**Exercise prompt:** Find the lines in the entries that follow where the word "thumb" occurs, and state how many there are, with no other words.
START Records supplied
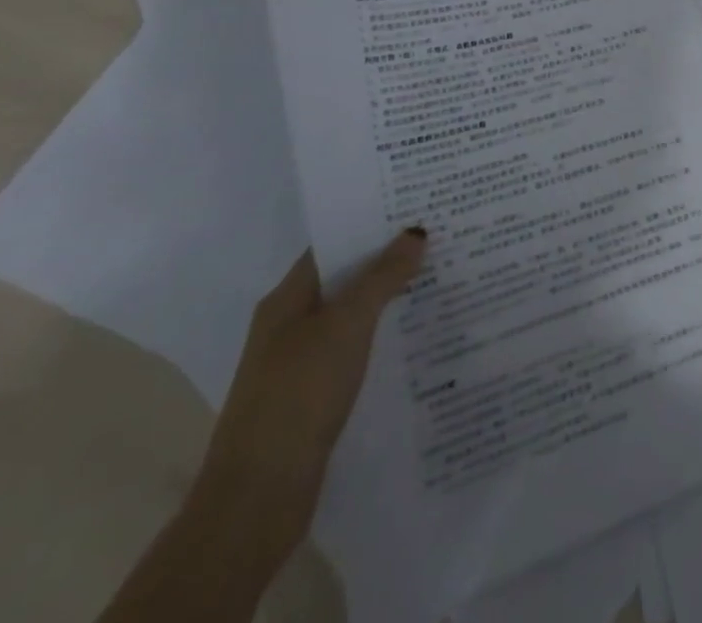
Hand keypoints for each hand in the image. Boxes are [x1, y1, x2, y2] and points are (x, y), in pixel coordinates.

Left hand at [195, 230, 425, 561]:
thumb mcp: (347, 324)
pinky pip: (357, 348)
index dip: (373, 223)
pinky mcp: (315, 395)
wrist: (258, 496)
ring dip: (391, 297)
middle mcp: (289, 324)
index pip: (334, 244)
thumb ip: (382, 276)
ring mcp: (300, 362)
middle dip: (390, 258)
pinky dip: (385, 335)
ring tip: (443, 276)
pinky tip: (420, 333)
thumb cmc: (298, 394)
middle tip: (443, 236)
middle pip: (346, 278)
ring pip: (354, 315)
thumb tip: (415, 232)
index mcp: (287, 299)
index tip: (419, 206)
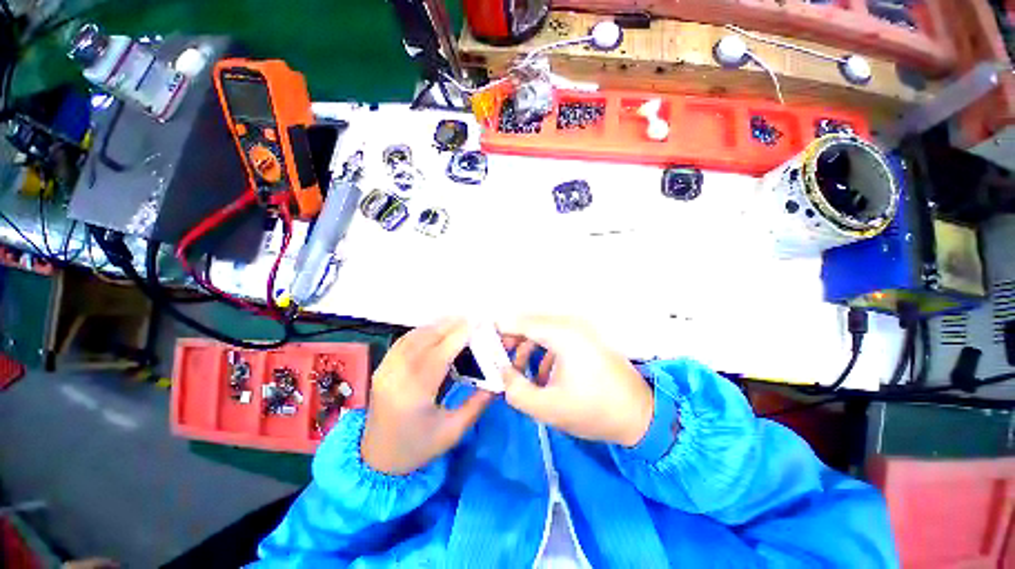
END Records supplied
**Result:** 4